PC-BSD Unix using KDE desktop
Berkeley Software Distribution (BSD) was developed at the University of California, Berkeley from 1977 to 1995. BSD can also refer to the many offshots derived from the original. From being part of code in the original AT&T UNIX, it is regarded as a variant of Unix ie: BSD Unix. The software was widely adapted in the 1980's to form the DEC ULTRIX and Sun Microsystems SunOS operating systems, due to the ease of licensing and developer familiarity with the system. Although later superceded in the 1990's by UNIX System V Release 4, BSD derivatives were developed as open source projects including FreeBSD, NetBSD, PC-BSD, OpenBSD and RetroBSD. From these developments have been created Microsofts TCP/IP networking and Apple's OS X.
Until version 4.3BSD it included proprietary AT&T Unix code and was subject to an expensive AT&T software license. The networking code was released in 1989 as Networking Release 1 (Net/1) and did not use an AT&T license. More BSD systems were developed without AT&T code using an open licensing system. By 1991 all AT&T code had been removed for Net/2 and created the basis of a freely distributable OS. AT&T's Unix System Labs (USL) had the System V copyright and filed suit against BSD in 1992 questioning the ownership of the source code. The lawsuit slowed development of the free BSD versions for nearly two years, allowing the Linux kernel to get a foothold. 386BSD predated Linux but was not released until 1992. Torvalds said that if 386BSD or the GNU kernel had been available at the time, he probably would not have created Linux.

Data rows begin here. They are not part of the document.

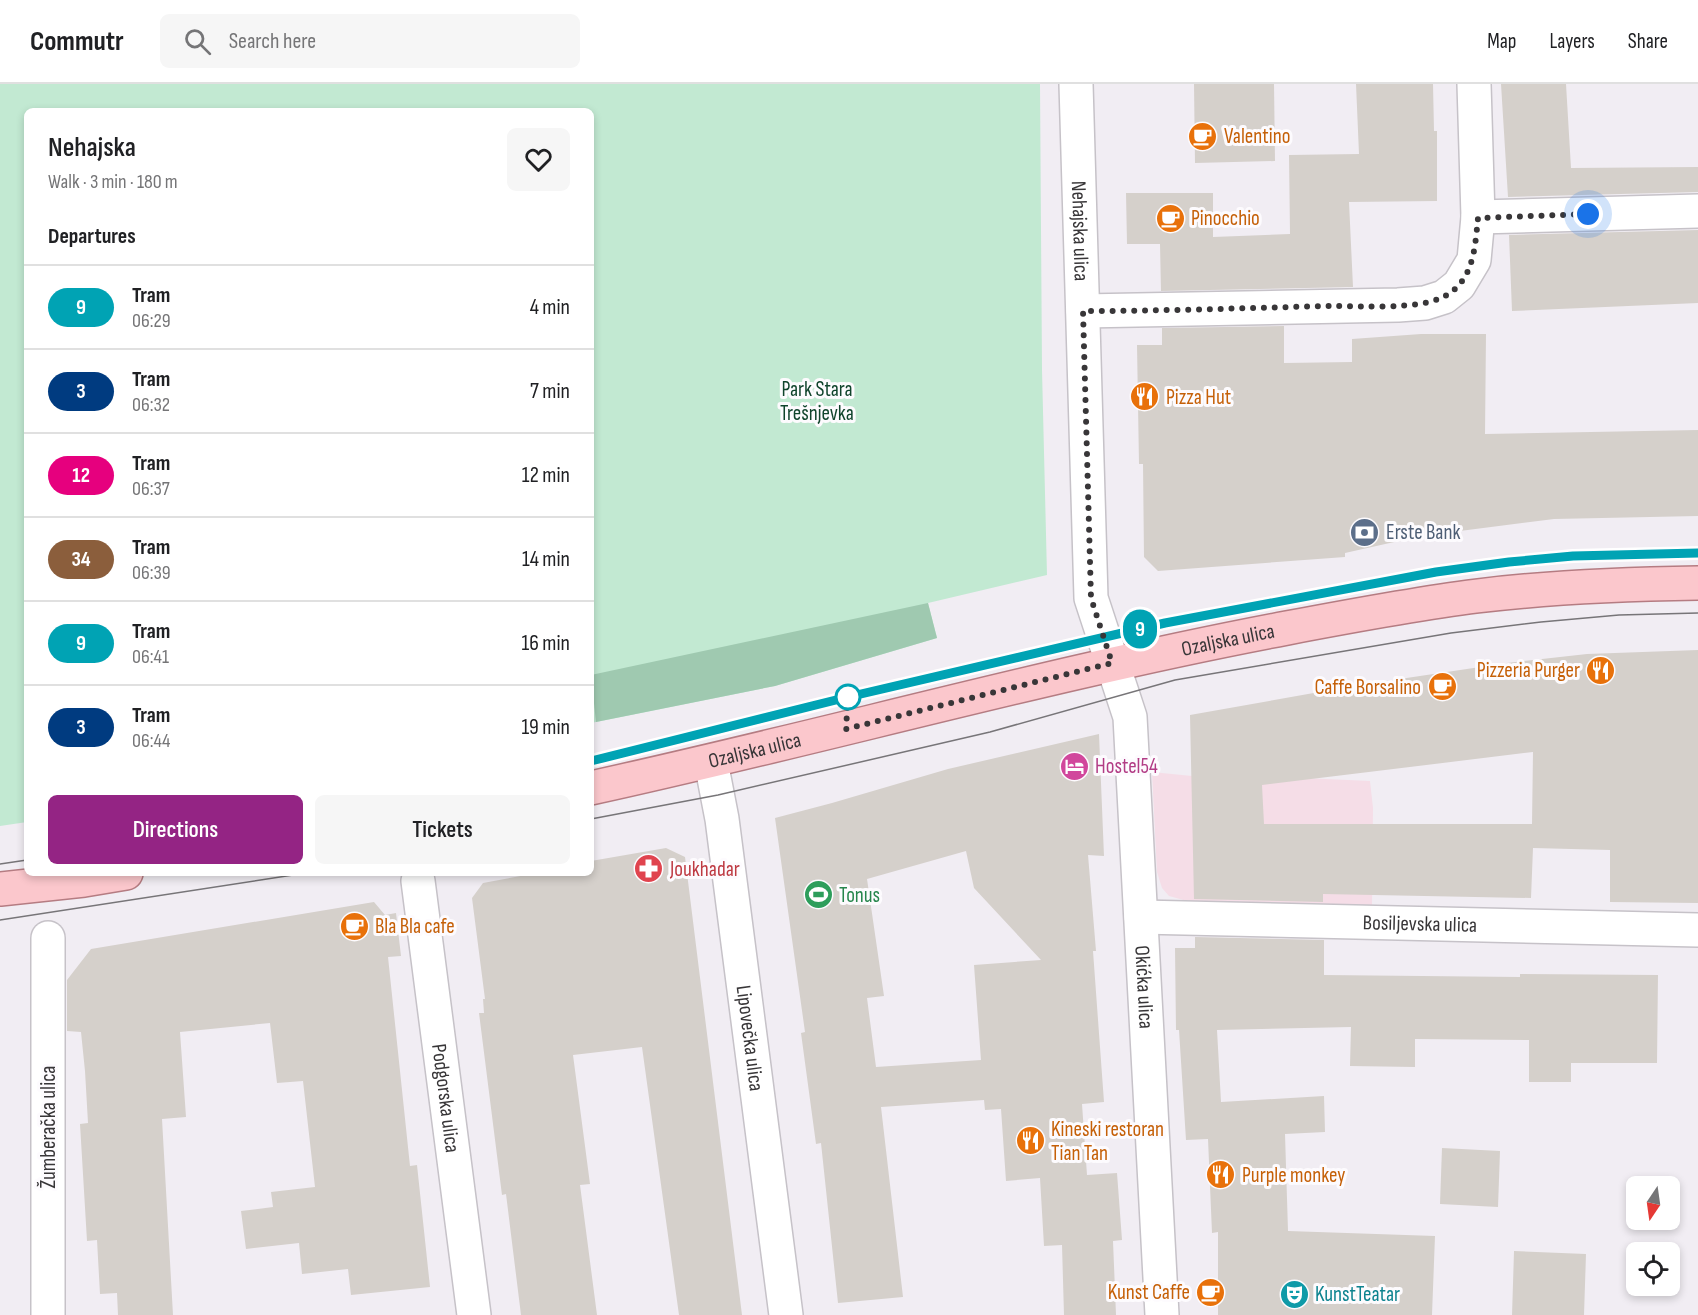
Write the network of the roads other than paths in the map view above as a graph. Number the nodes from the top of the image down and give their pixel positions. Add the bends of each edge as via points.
1 (1076, 84) edge
2 (1474, 84) edge
3 (1698, 211) edge
4 (1478, 218) junction
5 (1083, 311) junction
6 (1698, 583) edge
7 (1112, 663) junction
8 (711, 762) junction
9 (594, 787) edge
10 (108, 876) edge
11 (418, 881) dead end
12 (0, 889) edge
13 (1141, 917) junction
14 (1698, 930) edge
15 (48, 938) dead end
16 (48, 1315) edge
17 (474, 1315) edge
18 (786, 1315) edge
19 (1162, 1315) edge

1 - 5 street, Nehajska ulica
2 - 4 street
3 - 4 street
4 - 5 street via 1474,260 1459,285 1444,297 1425,303
5 - 7 street, Nehajska ulica via 1091,598
6 - 7 main road, Ozaljska ulica via 1617,584 1476,596 1379,610
7 - 8 main road, Ozaljska ulica
7 - 13 street, Okićka ulica via 1130,717
8 - 9 main road, Ozaljska ulica
8 - 18 street, Lipovečka ulica via 723,819
10 - 12 main road
11 - 17 street, Podgorska ulica
13 - 14 street, Bosiljevska ulica
13 - 19 street, Okićka ulica
15 - 16 street, Žumberačka ulica

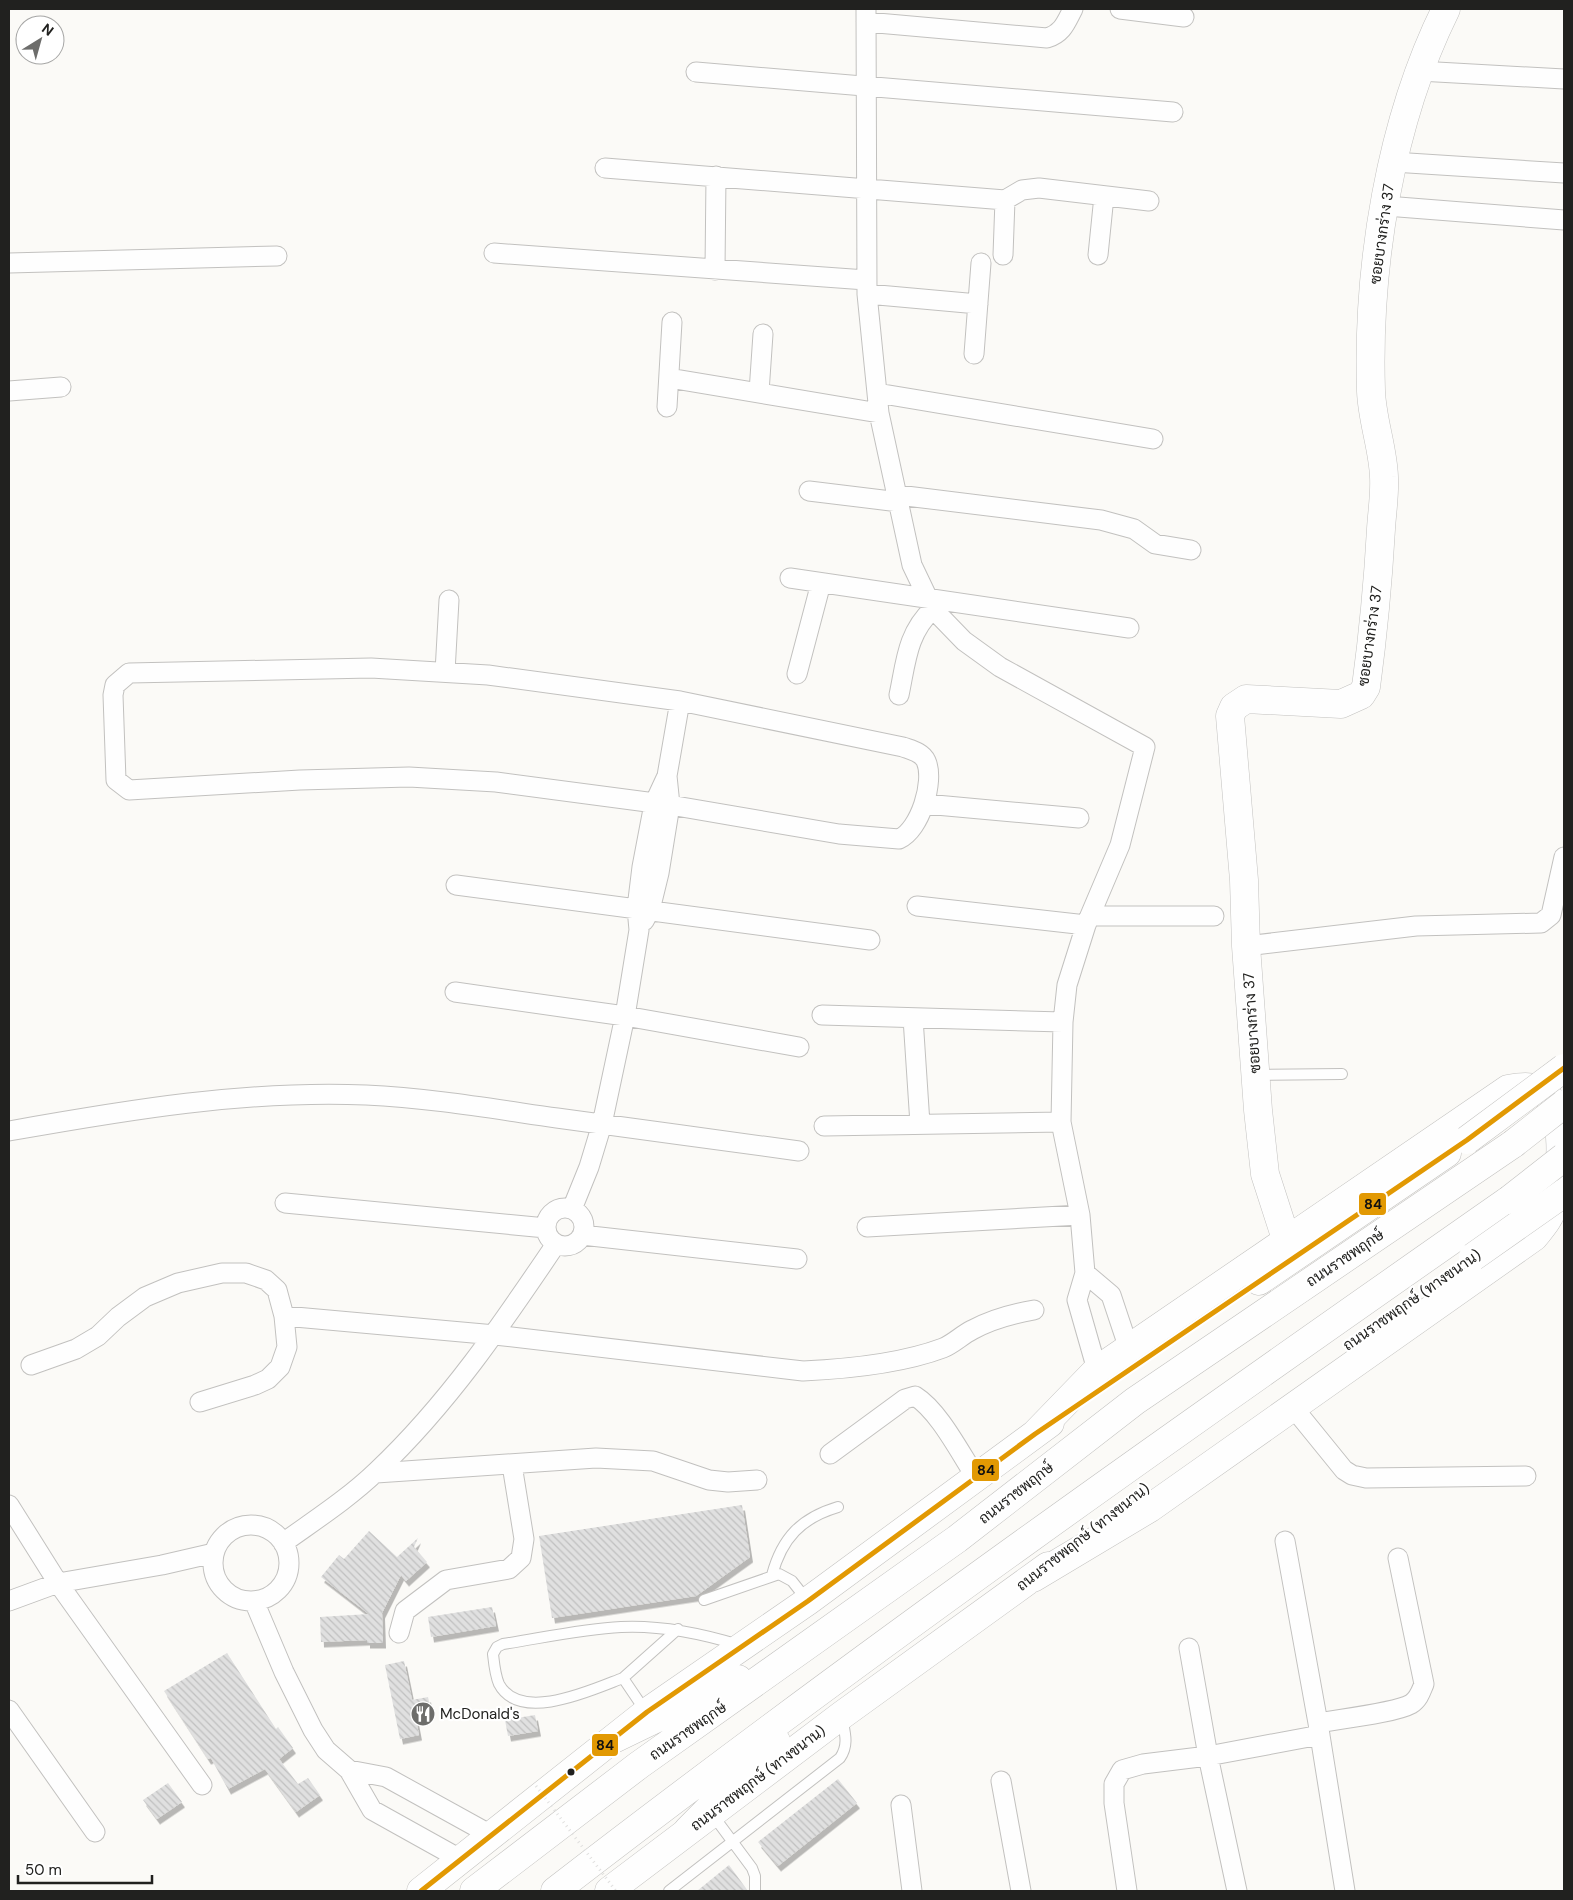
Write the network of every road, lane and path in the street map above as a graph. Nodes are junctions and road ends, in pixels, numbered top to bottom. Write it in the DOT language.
graph roads {
  1 [pos="1073,9"];
  2 [pos="1120,9"];
  3 [pos="1446,9"];
  4 [pos="866,15"];
  5 [pos="1184,17"];
  6 [pos="1419,71"];
  7 [pos="696,72"];
  8 [pos="1564,79"];
  9 [pos="868,85"];
  10 [pos="1173,112"];
  11 [pos="1393,162"];
  12 [pos="605,168"];
  13 [pos="1564,173"];
  14 [pos="716,176"];
  15 [pos="866,188"];
  16 [pos="1104,196"];
  17 [pos="1006,200"];
  18 [pos="1149,201"];
  19 [pos="1386,206"];
  20 [pos="1564,220"];
  21 [pos="494,253"];
  22 [pos="1003,255"];
  23 [pos="1098,255"];
  24 [pos="277,256"];
  25 [pos="9,263"];
  26 [pos="981,263"];
  27 [pos="715,270"];
  28 [pos="866,287"];
  29 [pos="978,304"];
  30 [pos="672,322"];
  31 [pos="763,334"];
  32 [pos="974,354"];
  33 [pos="669,378"];
  34 [pos="61,387"];
  35 [pos="9,391"];
  36 [pos="759,392"];
  37 [pos="877,393"];
  38 [pos="667,407"];
  39 [pos="879,413"];
  40 [pos="1153,439"];
  41 [pos="809,491"];
  42 [pos="898,499"];
  43 [pos="1191,550"];
  44 [pos="790,578"];
  45 [pos="821,583"];
  46 [pos="449,600"];
  47 [pos="930,605"];
  48 [pos="1129,628"];
  49 [pos="445,672"];
  50 [pos="797,674"];
  51 [pos="899,695"];
  52 [pos="680,701"];
  53 [pos="662,804"];
  54 [pos="925,804"];
  55 [pos="1079,818"];
  56 [pos="1564,857"];
  57 [pos="456,885"];
  58 [pos="917,906"];
  59 [pos="643,909"];
  60 [pos="1214,916"];
  61 [pos="1089,920"];
  62 [pos="870,940"];
  63 [pos="1246,946"];
  64 [pos="456,992"];
  65 [pos="822,1015"];
  66 [pos="625,1016"];
  67 [pos="913,1018"];
  68 [pos="1063,1022"];
  69 [pos="800,1047"];
  70 [pos="1564,1068"];
  71 [pos="1342,1074"];
  72 [pos="1256,1075"];
  73 [pos="1564,1104"];
  74 [pos="1062,1122"];
  75 [pos="602,1124"];
  76 [pos="920,1124"];
  77 [pos="824,1126"];
  78 [pos="9,1131"];
  79 [pos="799,1152"];
  80 [pos="1564,1157"];
  81 [pos="1564,1193"];
  82 [pos="285,1203"];
  83 [pos="572,1209"];
  84 [pos="1080,1215"];
  85 [pos="546,1228"];
  86 [pos="867,1228"];
  87 [pos="582,1235"];
  88 [pos="1286,1239"];
  89 [pos="556,1244"];
  90 [pos="797,1259"];
  91 [pos="1085,1273"];
  92 [pos="1034,1310"];
  93 [pos="284,1316"];
  94 [pos="495,1336"];
  95 [pos="1129,1349"];
  96 [pos="31,1365"];
  97 [pos="1097,1370"];
  98 [pos="200,1402"];
  99 [pos="1292,1406"];
  100 [pos="1035,1434"];
  101 [pos="830,1454"];
  102 [pos="512,1465"];
  103 [pos="376,1472"];
  104 [pos="1526,1476"];
  105 [pos="976,1477"];
  106 [pos="757,1480"];
  107 [pos="9,1505"];
  108 [pos="838,1507"];
  109 [pos="1285,1541"];
  110 [pos="283,1543"];
  111 [pos="214,1553"];
  112 [pos="1398,1558"];
  113 [pos="772,1575"];
  114 [pos="1034,1578"];
  115 [pos="58,1583"];
  116 [pos="704,1600"];
  117 [pos="9,1601"];
  118 [pos="808,1601"];
  119 [pos="254,1602"];
  120 [pos="678,1629"];
  121 [pos="399,1633"];
  122 [pos="810,1643"];
  123 [pos="742,1646"];
  124 [pos="1189,1648"];
  125 [pos="623,1678"];
  126 [pos="837,1680"];
  127 [pos="9,1710"];
  128 [pos="647,1712"];
  129 [pos="842,1715"];
  130 [pos="1319,1729"];
  131 [pos="614,1739"];
  132 [pos="1208,1756"];
  133 [pos="349,1770"];
  134 [pos="1001,1781"];
  135 [pos="202,1785"];
  136 [pos="536,1786"];
  137 [pos="901,1805"];
  138 [pos="711,1813"];
  139 [pos="688,1830"];
  140 [pos="95,1832"];
  141 [pos="491,1835"];
  142 [pos="733,1841"];
  143 [pos="460,1859"];
  144 [pos="421,1891"];
  145 [pos="474,1891"];
  146 [pos="555,1891"];
  147 [pos="609,1891"];
  148 [pos="616,1891"];
  149 [pos="669,1891"];
  150 [pos="755,1891"];
  151 [pos="912,1891"];
  152 [pos="1021,1891"];
  153 [pos="1127,1891"];
  154 [pos="1237,1891"];
  155 [pos="1345,1891"];
  1 -- 4 [label="street"];
  2 -- 5 [label="street"];
  3 -- 6 [label="main road, ซอยบางกร่าง 37"];
  4 -- 9 [label="street"];
  6 -- 8 [label="street"];
  6 -- 11 [label="main road, ซอยบางกร่าง 37"];
  7 -- 9 [label="street"];
  9 -- 10 [label="street"];
  9 -- 15 [label="street"];
  11 -- 13 [label="street"];
  11 -- 19 [label="main road, ซอยบางกร่าง 37"];
  12 -- 14 [label="street"];
  14 -- 15 [label="street"];
  14 -- 27 [label="street"];
  15 -- 17 [label="street"];
  15 -- 28 [label="street"];
  16 -- 17 [label="street"];
  16 -- 18 [label="street"];
  16 -- 23 [label="street"];
  17 -- 22 [label="street"];
  19 -- 20 [label="street"];
  19 -- 63 [label="main road, ซอยบางกร่าง 37"];
  21 -- 27 [label="street"];
  24 -- 25 [label="street"];
  26 -- 29 [label="street"];
  27 -- 28 [label="street"];
  28 -- 29 [label="street"];
  28 -- 37 [label="street"];
  29 -- 32 [label="street"];
  30 -- 33 [label="street"];
  31 -- 36 [label="street"];
  33 -- 36 [label="street"];
  33 -- 38 [label="street"];
  34 -- 35 [label="street"];
  36 -- 39 [label="street"];
  37 -- 39 [label="street"];
  37 -- 40 [label="street"];
  39 -- 42 [label="street"];
  41 -- 42 [label="street"];
  42 -- 43 [label="street"];
  42 -- 47 [label="street"];
  44 -- 45 [label="street"];
  45 -- 47 [label="street"];
  45 -- 50 [label="street"];
  46 -- 49 [label="street"];
  47 -- 48 [label="street"];
  47 -- 51 [label="street"];
  47 -- 61 [label="street"];
  49 -- 52 [label="street"];
  49 -- 53 [label="street"];
  52 -- 53 [label="street"];
  52 -- 54 [label="street"];
  53 -- 54 [label="street"];
  53 -- 59 [label="street"];
  54 -- 55 [label="street"];
  56 -- 63 [label="street"];
  57 -- 59 [label="street"];
  58 -- 61 [label="street"];
  59 -- 62 [label="street"];
  59 -- 66 [label="street"];
  60 -- 61 [label="street"];
  61 -- 68 [label="street"];
  63 -- 72 [label="main road, ซอยบางกร่าง 37"];
  64 -- 66 [label="street"];
  65 -- 67 [label="street"];
  66 -- 69 [label="street"];
  66 -- 75 [label="street"];
  67 -- 68 [label="street"];
  67 -- 76 [label="street"];
  68 -- 74 [label="street"];
  70 -- 100 [label="main road, bridge"];
  71 -- 72 [label="lane"];
  72 -- 88 [label="main road, ซอยบางกร่าง 37"];
  73 -- 122 [label="main road, ถนนราชพฤกษ์, bridge"];
  74 -- 76 [label="street"];
  74 -- 84 [label="street"];
  75 -- 78 [label="street"];
  75 -- 79 [label="street"];
  75 -- 83 [label="street"];
  76 -- 77 [label="street"];
  80 -- 126 [label="main road, bridge"];
  81 -- 114 [label="main road, ถนนราชพฤกษ์ (ทางขนาน), bridge"];
  82 -- 85 [label="street"];
  83 -- 85 [label="street"];
  83 -- 87 [label="street"];
  84 -- 86 [label="street"];
  84 -- 91 [label="street"];
  85 -- 89 [label="street"];
  87 -- 89 [label="street"];
  87 -- 90 [label="street"];
  88 -- 95 [label="main road"];
  88 -- 99 [label="main road"];
  89 -- 94 [label="street"];
  91 -- 95 [label="street"];
  91 -- 97 [label="street"];
  92 -- 94 [label="street"];
  93 -- 94 [label="street"];
  93 -- 96 [label="street"];
  93 -- 98 [label="street"];
  94 -- 103 [label="street"];
  95 -- 97 [label="main road"];
  97 -- 100 [label="main road"];
  99 -- 104 [label="street"];
  99 -- 114 [label="main road"];
  100 -- 105 [label="main road"];
  101 -- 105 [label="street"];
  102 -- 103 [label="street"];
  102 -- 106 [label="street"];
  102 -- 121 [label="street"];
  103 -- 110 [label="street"];
  105 -- 118 [label="main road"];
  107 -- 115 [label="street"];
  108 -- 113 [label="lane"];
  109 -- 130 [label="street"];
  110 -- 111 [label="street"];
  110 -- 119 [label="street"];
  111 -- 115 [label="street"];
  111 -- 119 [label="street"];
  112 -- 130 [label="street"];
  113 -- 116 [label="lane"];
  113 -- 118 [label="lane"];
  114 -- 129 [label="main road, ถนนราชพฤกษ์ (ทางขนาน)"];
  115 -- 117 [label="street"];
  115 -- 135 [label="street"];
  118 -- 123 [label="main road"];
  119 -- 133 [label="street"];
  120 -- 123 [label="lane"];
  120 -- 125 [label="lane"];
  120 -- 125 [label="lane"];
  122 -- 131 [label="main road"];
  122 -- 145 [label="main road, ถนนราชพฤกษ์"];
  123 -- 128 [label="main road"];
  124 -- 132 [label="street"];
  125 -- 128 [label="lane"];
  126 -- 139 [label="main road"];
  126 -- 146 [label="main road"];
  127 -- 140 [label="street"];
  128 -- 131 [label="main road"];
  129 -- 138 [label="main road, ถนนราชพฤกษ์ (ทางขนาน)"];
  129 -- 142 [label="lane"];
  130 -- 132 [label="street"];
  130 -- 155 [label="street"];
  131 -- 141 [label="main road"];
  132 -- 153 [label="street"];
  132 -- 154 [label="street"];
  133 -- 141 [label="street"];
  133 -- 143 [label="street"];
  134 -- 152 [label="street"];
  136 -- 148 [label="path, bridge"];
  137 -- 151 [label="street"];
  138 -- 139 [label="main road, ถนนราชพฤกษ์ (ทางขนาน)"];
  138 -- 142 [label="lane"];
  139 -- 147 [label="main road, ถนนราชพฤกษ์ (ทางขนาน)"];
  141 -- 143 [label="main road"];
  142 -- 149 [label="lane"];
  142 -- 150 [label="lane"];
  143 -- 144 [label="main road"];
}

BSD had the lawsuit settled preferentially in its favour in 1994. 4.4BSD was released as 4.4BSD-Lite with no AT&T source code and 4.4BSD Encumbered for AT&T licensees. 4.4BSD-Lite Release 2 was released in 1995 with BSD development at Berkeley ceasing. 4.4BSD-Lite has offspring such as FreeBSD, NetBSD, OpenBSD and DragonFly BSD developed separately due to the permissive licensing system. Other OS's have incorporated BSD code such as Apple OS-X and the original Solaris.
I considered installation of either OpenBSD or PC-BSD. I settled on PC-BSD 9.1 Isotope Edition as it seemed a little more professional and had a recommendation in one of the Linux magazines. The interesting thing is that when installed the OS appears as a bare bones system; to obtain utility you are required to install the required software from the system repository - the quaintly named App Cafe. This done, I am quite happy with the system, knowledge of which is useful in the Linux ecosphere. A bit of a learning curve awaits! As a comparison, I still find Linux Ubuntu to be closer to the bleeding edge for the latest software, although Unix has a better Unix File System (UFS) file system. Some versions of Linux can now use UFS.